En application de l’article L3211-11 du code de la santé publique le psychiatre qui participe à la prise en charge du patient peut proposer à tout moment de modifier la forme de la prise en charge mentionnée à l'article L. 3211-2-1 pour tenir compte de l'évolution de l'état de la personne. Il établit en ce sens un certificat médical circonstancié transmis immédiatement au directeur de l'établissement d'accueil et proposant une hospitalisation complète lorsqu'il constate que la prise en charge de la personne décidée sous une autre forme ne permet plus, notamment du fait du comportement de la personne, de dispenser les soins nécessaires à son état. Lorsqu'il ne peut être procédé à l'examen du patient, il transmet un avis établi sur la base du dossier médical de la personne.
Monsieur [B] [O] a été réintégré sur la base du certificat établi le 18 septembre 2024 par le docteur [J] rédigé comme suit: “A été admis dans l'établissement le 15/02/2024 pour troubles du comportement et idées délirantes de persécution. Patient qui bénéficie d‘un programme de soins depuis le 22/03/2024. Depuis quelques mois, nous heurtons à des difficultés de prise en charge. Le patient reste délirant, très persécuté avec un discours circulaire en boucle. ll est très désorganisé dans son discours et dans son comportement. Il ne parvient pas à se rendre régulièrement au CMP pourtant hebdomadaire. Par ailleurs, il bénéficie de prise en charge d'infrmière à domicile. Des infirmiers libéraux doivent lui délivrer son traitement quotidiennement. Nous avons pu constater, qu‘ils ne délivraient pas le traitement tel que prescrit sur l’ordonnance. Le signalement a été effectué. En consultation ce jour, on retrouve tous les symptômes de décompensation psychotique. L'observance du traitement est très mauvaise. La réintegration a été faite ce jour.”.
L’avis motivé établi par le docteur [S] le 25 septembre 2024 reprend les éléments suivants: “A éte admis dans l’établissement le 15/02/2024 pour troubles du comportement et idées délirantes de persécution. Patient qui bénéficie d'un programme de soins depuis le 22/03/2024. L'évaluation clinique psychiatrique met en évidence un contact familier, une excitation psychomotrice, une exaltation thymique, un discours désorganisé avec une logorrhée, saut de coq à l'âne, des idées de grandeur. Il n'a pas conscience de ses troubles et n'adhère pas à son traitement.”.

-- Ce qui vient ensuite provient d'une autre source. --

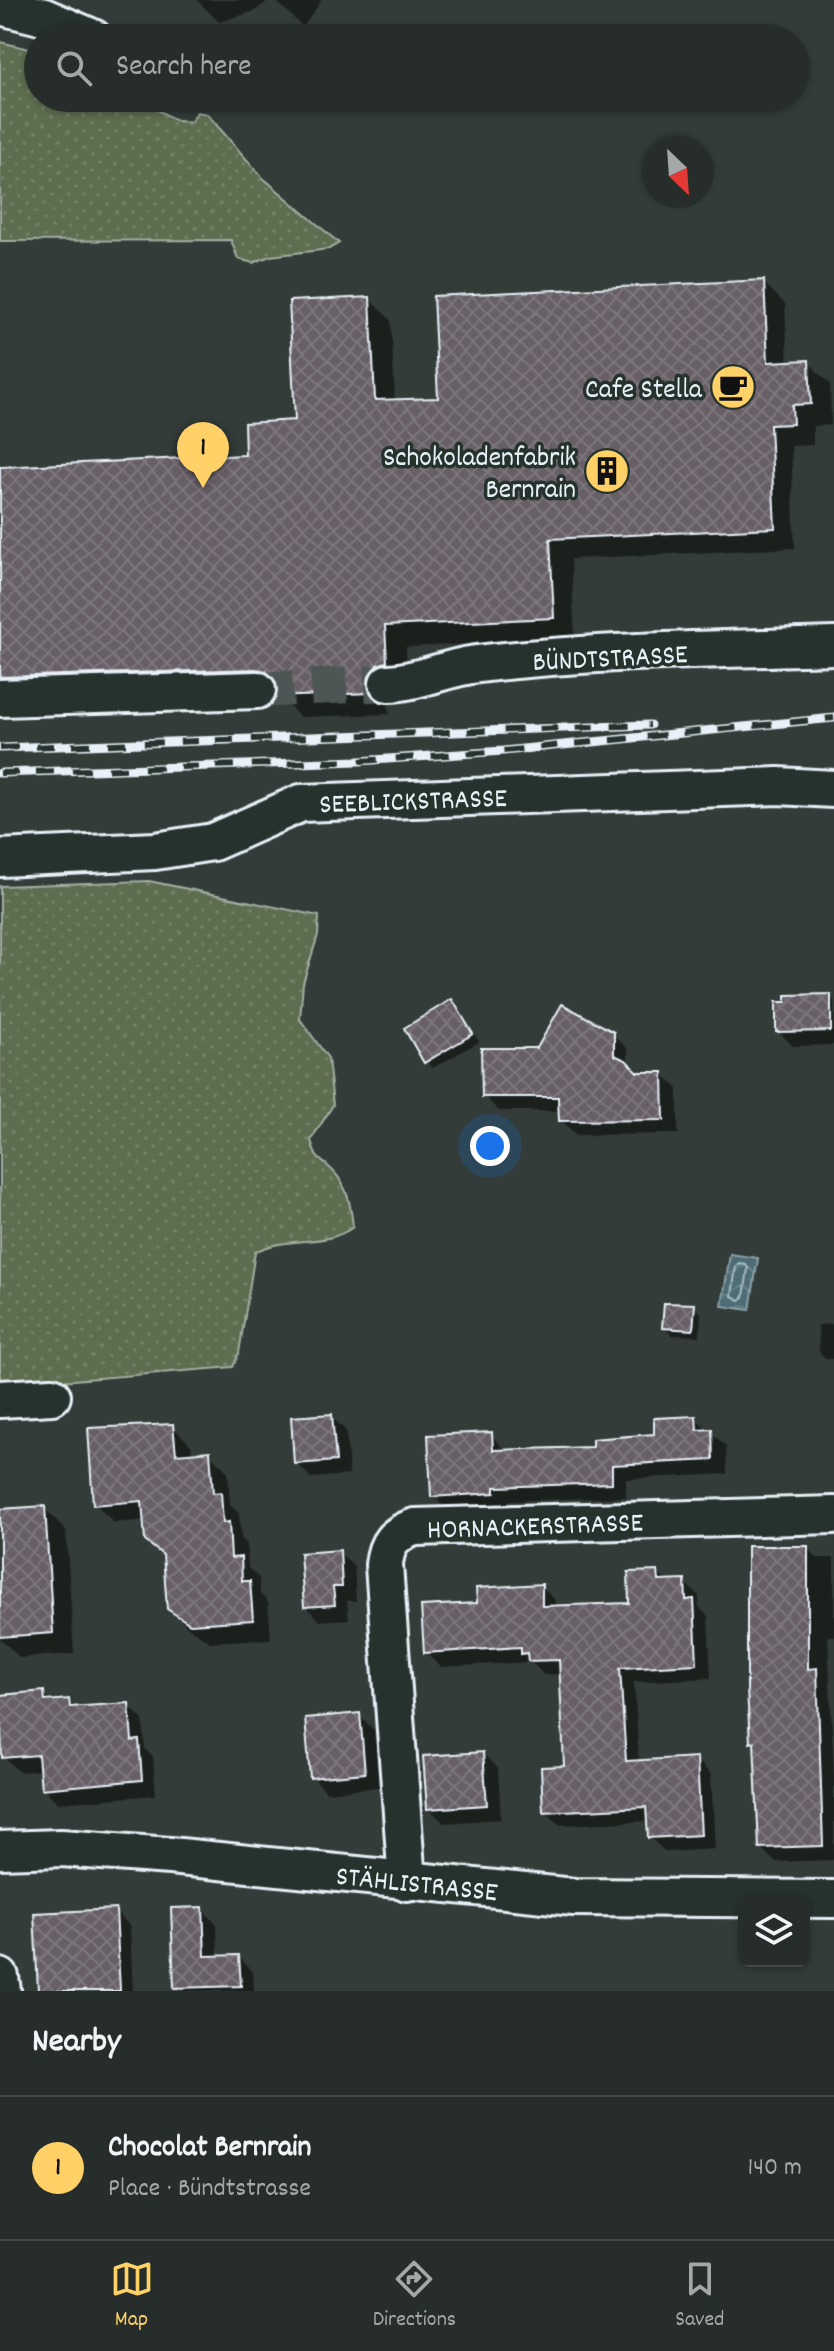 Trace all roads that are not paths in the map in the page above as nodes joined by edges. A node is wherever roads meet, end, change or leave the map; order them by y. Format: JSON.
{"nodes":[{"id":1,"x":0,"y":6,"type":"edge"},
{"id":2,"x":60,"y":24,"type":"edge"},
{"id":3,"x":834,"y":646,"type":"edge"},
{"id":4,"x":388,"y":683,"type":"tunnel mouth"},
{"id":5,"x":257,"y":690,"type":"tunnel mouth"},
{"id":6,"x":0,"y":698,"type":"edge"},
{"id":7,"x":834,"y":789,"type":"edge"},
{"id":8,"x":0,"y":858,"type":"edge"},
{"id":9,"x":52,"y":1396,"type":"dead end"},
{"id":10,"x":0,"y":1399,"type":"edge"},
{"id":11,"x":834,"y":1515,"type":"edge"},
{"id":12,"x":0,"y":1850,"type":"edge"},
{"id":13,"x":407,"y":1882,"type":"junction"},
{"id":14,"x":834,"y":1899,"type":"edge"},
{"id":15,"x":0,"y":1977,"type":"edge"},
{"id":16,"x":2,"y":1991,"type":"edge"}],
"edges":[{"from":1,"to":2,"type":"street"},
{"from":3,"to":4,"type":"street","name":"BÜNDTSTRASSE"},
{"from":5,"to":6,"type":"street"},
{"from":7,"to":8,"type":"street","name":"SEEBLICKSTRASSE"},
{"from":9,"to":10,"type":"street"},
{"from":11,"to":13,"type":"street","name":"HORNACKERSTRASSE"},
{"from":12,"to":13,"type":"street","name":"STÄHLISTRASSE"},
{"from":13,"to":14,"type":"street","name":"STÄHLISTRASSE"},
{"from":15,"to":16,"type":"street"}]}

Sur le moyen soulevé, il sera relevé que l’avis motivé date du 25 septembre 2024, soit deux jours avant l’audience, de sorte que les éléments sont suffisamment actuels pour apprécier l’évolution de l’état de santé du patient. Ce moyen sera donc rejeté.
Par ailleurs, au regard de ces éléments, auxquels le juge ne saurait substituer son appréciation, en l’état de persistance des troubles et de l’impossibilité pour le patient de consentir valablement aux soins nécessités par son état de santé, la mesure d’hospitalisation complète apparaît toujours justifiée, et sa poursuite sera ordonnée.
PAR CES MOTIFS,
Le magistrat délégué statuant après débats, par ordonnance mise à disposition au greffe, contradictoire et en premier ressort
ORDONNE la poursuite de l’hospitalisation complète de Monsieur [B] [O].
DIT que cette mesure emporte effet jusqu’à levée médicale ou décision médicale de placement sous soins ambulatoires sans consentement et à défaut jusqu’à un délai de six mois suivant le prononcé de cette décision.
Ainsi jugé et prononcé par mise à disposition au greffe le 27 Septembre 2024.